**Activity:**
Reproduce each entry below in full, exactly as it was given.

(Collected data)
-=-=-=-=-

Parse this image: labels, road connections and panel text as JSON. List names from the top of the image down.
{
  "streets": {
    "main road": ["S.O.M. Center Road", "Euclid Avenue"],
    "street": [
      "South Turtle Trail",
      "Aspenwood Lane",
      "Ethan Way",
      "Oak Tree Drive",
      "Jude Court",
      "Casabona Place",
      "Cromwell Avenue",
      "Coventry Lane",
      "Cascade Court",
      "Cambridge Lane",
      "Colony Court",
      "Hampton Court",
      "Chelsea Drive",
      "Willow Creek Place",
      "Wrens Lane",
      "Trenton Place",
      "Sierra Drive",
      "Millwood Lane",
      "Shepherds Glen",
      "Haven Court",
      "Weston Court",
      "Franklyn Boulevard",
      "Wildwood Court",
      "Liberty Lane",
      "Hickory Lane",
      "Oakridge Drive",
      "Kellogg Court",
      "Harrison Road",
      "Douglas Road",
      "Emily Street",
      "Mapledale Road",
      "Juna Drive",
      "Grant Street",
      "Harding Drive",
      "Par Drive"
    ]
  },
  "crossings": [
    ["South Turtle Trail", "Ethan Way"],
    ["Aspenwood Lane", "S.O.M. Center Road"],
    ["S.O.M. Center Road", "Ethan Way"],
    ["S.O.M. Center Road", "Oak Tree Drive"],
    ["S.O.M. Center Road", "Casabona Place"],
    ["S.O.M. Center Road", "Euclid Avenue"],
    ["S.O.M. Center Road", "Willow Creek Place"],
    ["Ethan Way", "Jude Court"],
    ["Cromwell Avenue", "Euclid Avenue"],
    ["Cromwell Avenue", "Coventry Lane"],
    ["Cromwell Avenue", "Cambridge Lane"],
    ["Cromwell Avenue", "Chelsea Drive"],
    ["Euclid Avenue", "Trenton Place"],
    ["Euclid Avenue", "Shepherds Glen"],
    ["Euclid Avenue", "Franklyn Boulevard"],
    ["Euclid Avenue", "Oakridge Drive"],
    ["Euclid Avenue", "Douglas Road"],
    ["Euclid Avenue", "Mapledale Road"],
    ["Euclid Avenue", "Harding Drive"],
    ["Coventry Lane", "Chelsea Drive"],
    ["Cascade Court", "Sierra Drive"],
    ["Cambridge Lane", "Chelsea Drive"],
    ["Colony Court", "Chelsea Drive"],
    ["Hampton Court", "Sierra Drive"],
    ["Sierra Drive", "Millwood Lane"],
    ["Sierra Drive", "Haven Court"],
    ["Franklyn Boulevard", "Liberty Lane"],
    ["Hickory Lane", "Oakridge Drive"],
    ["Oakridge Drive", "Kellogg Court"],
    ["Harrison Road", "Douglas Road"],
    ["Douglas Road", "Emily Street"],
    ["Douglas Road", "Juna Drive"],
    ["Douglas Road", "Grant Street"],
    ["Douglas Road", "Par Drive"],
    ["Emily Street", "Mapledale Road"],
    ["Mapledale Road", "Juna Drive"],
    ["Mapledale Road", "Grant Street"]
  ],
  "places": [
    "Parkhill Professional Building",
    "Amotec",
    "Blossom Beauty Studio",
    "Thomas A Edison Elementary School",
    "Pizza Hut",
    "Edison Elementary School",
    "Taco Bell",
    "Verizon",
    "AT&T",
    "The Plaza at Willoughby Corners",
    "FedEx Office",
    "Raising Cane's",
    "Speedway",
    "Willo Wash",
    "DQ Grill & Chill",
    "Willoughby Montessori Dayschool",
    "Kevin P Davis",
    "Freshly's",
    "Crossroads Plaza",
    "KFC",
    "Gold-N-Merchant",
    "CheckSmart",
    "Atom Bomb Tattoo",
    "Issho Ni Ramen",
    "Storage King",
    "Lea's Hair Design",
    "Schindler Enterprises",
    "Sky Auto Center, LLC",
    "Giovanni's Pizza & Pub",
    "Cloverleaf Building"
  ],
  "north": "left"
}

-=-=-=-=-

**Exercise output:**
Parse this image: labels, road connections and panel text as JSON. List names from the top of the image down.
{
  "streets": {
    "main road": ["S.O.M. Center Road", "Euclid Avenue"],
    "street": [
      "South Turtle Trail",
      "Aspenwood Lane",
      "Ethan Way",
      "Oak Tree Drive",
      "Jude Court",
      "Casabona Place",
      "Cromwell Avenue",
      "Coventry Lane",
      "Cascade Court",
      "Cambridge Lane",
      "Colony Court",
      "Hampton Court",
      "Chelsea Drive",
      "Willow Creek Place",
      "Wrens Lane",
      "Trenton Place",
      "Sierra Drive",
      "Millwood Lane",
      "Shepherds Glen",
      "Haven Court",
      "Weston Court",
      "Franklyn Boulevard",
      "Wildwood Court",
      "Liberty Lane",
      "Hickory Lane",
      "Oakridge Drive",
      "Kellogg Court",
      "Harrison Road",
      "Douglas Road",
      "Emily Street",
      "Mapledale Road",
      "Juna Drive",
      "Grant Street",
      "Harding Drive",
      "Par Drive"
    ]
  },
  "crossings": [
    ["South Turtle Trail", "Ethan Way"],
    ["Aspenwood Lane", "S.O.M. Center Road"],
    ["S.O.M. Center Road", "Ethan Way"],
    ["S.O.M. Center Road", "Oak Tree Drive"],
    ["S.O.M. Center Road", "Casabona Place"],
    ["S.O.M. Center Road", "Euclid Avenue"],
    ["S.O.M. Center Road", "Willow Creek Place"],
    ["Ethan Way", "Jude Court"],
    ["Cromwell Avenue", "Euclid Avenue"],
    ["Cromwell Avenue", "Coventry Lane"],
    ["Cromwell Avenue", "Cambridge Lane"],
    ["Cromwell Avenue", "Chelsea Drive"],
    ["Euclid Avenue", "Trenton Place"],
    ["Euclid Avenue", "Shepherds Glen"],
    ["Euclid Avenue", "Franklyn Boulevard"],
    ["Euclid Avenue", "Oakridge Drive"],
    ["Euclid Avenue", "Douglas Road"],
    ["Euclid Avenue", "Mapledale Road"],
    ["Euclid Avenue", "Harding Drive"],
    ["Coventry Lane", "Chelsea Drive"],
    ["Cascade Court", "Sierra Drive"],
    ["Cambridge Lane", "Chelsea Drive"],
    ["Colony Court", "Chelsea Drive"],
    ["Hampton Court", "Sierra Drive"],
    ["Sierra Drive", "Millwood Lane"],
    ["Sierra Drive", "Haven Court"],
    ["Franklyn Boulevard", "Liberty Lane"],
    ["Hickory Lane", "Oakridge Drive"],
    ["Oakridge Drive", "Kellogg Court"],
    ["Harrison Road", "Douglas Road"],
    ["Douglas Road", "Emily Street"],
    ["Douglas Road", "Juna Drive"],
    ["Douglas Road", "Grant Street"],
    ["Douglas Road", "Par Drive"],
    ["Emily Street", "Mapledale Road"],
    ["Mapledale Road", "Juna Drive"],
    ["Mapledale Road", "Grant Street"]
  ],
  "places": [
    "Parkhill Professional Building",
    "Amotec",
    "Blossom Beauty Studio",
    "Thomas A Edison Elementary School",
    "Pizza Hut",
    "Edison Elementary School",
    "Taco Bell",
    "Verizon",
    "AT&T",
    "The Plaza at Willoughby Corners",
    "FedEx Office",
    "Raising Cane's",
    "Speedway",
    "Willo Wash",
    "DQ Grill & Chill",
    "Willoughby Montessori Dayschool",
    "Kevin P Davis",
    "Freshly's",
    "Crossroads Plaza",
    "KFC",
    "Gold-N-Merchant",
    "CheckSmart",
    "Atom Bomb Tattoo",
    "Issho Ni Ramen",
    "Storage King",
    "Lea's Hair Design",
    "Schindler Enterprises",
    "Sky Auto Center, LLC",
    "Giovanni's Pizza & Pub",
    "Cloverleaf Building"
  ],
  "north": "left"
}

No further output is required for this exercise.